We can also look at the feature importance of the random forest classifier and the XGBoost classifier to see which features are most important for predicting loan defaults. We will use the feature_importances_ attribute of the random forest classifier and the XGBoost classifier to get the feature importances

feature_importances_forest = clf_forest2.feature_importances_
feature_importances_xgb = clf_xgb2.feature_importances_

Then, we will create a bar plot of the feature importances for the random forest classifier and the XGBoost classifier

fig, ax = plt.subplots(1, 2, figsize=(15, 5))

df_feature_importance_forest = pd.DataFrame({'Feature': X_train.columns, 'Importance': clf_forest.feature_importances_})
df_feature_importance_forest = df_feature_importance_forest.sort_values('Importance', ascending=False)
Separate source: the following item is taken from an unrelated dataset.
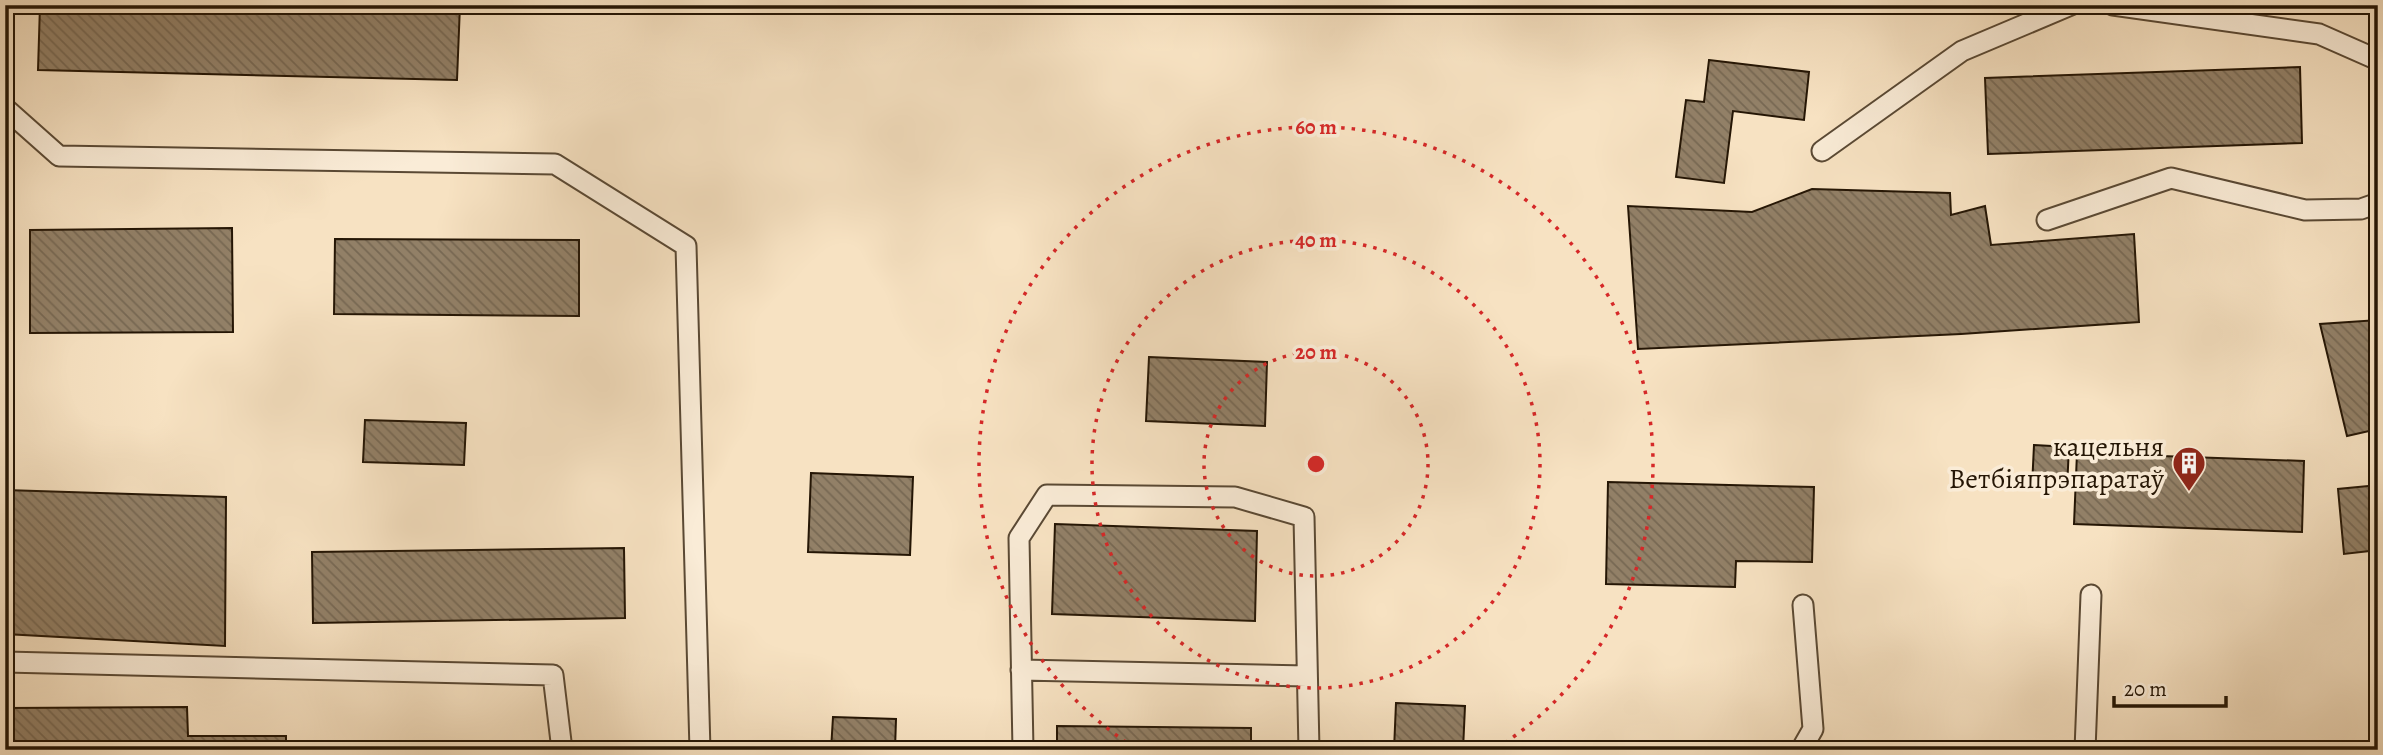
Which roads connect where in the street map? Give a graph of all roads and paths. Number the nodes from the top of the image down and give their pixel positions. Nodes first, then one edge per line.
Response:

df_feature_importance_xgb = pd.DataFrame({'Feature': X_train.columns, 'Importance': clf_xgb.feature_importances_})
df_feature_importance_xgb = df_feature_importance_xgb.set_index('Feature')
df_feature_importance_xgb = df_feature_importance_xgb.loc[df_feature_importance_forest['Feature'], ]

# Random Forest
ax[0].barh(df_feature_importance_forest['Feature'], df_feature_importance_forest['Importance'])
ax[0].set_title('Random Forest')
ax[0].set_xlabel('Feature Importance')
ax[0].set_ylabel('Feature')

# XGBoost
ax[1].barh(df_feature_importance_forest['Feature'], df_feature_importance_xgb['Importance'])
ax[1].set_title('XGBoost')
ax[1].set_xlabel('Feature Importance')
ax[1].set_ylabel('Feature')

fig.tight_layout()
plt.show()

6.11 Conclusions

We have successfully implemented machine learning algorithms for loan default prediction. We have explored the dataset, preprocessed the data, trained several machine learning models, and evaluated their performance. We have also applied feature engineering to the dataset and improved the performance of the models. The random forest classifier and the XGBoost classifier have the best performance with ROC AUC scores of around 0.84 and 0.85, respectively. We have also looked at the feature importance of the random forest classifier and the XGBoost classifier to see which features are most important for predicting loan defaults.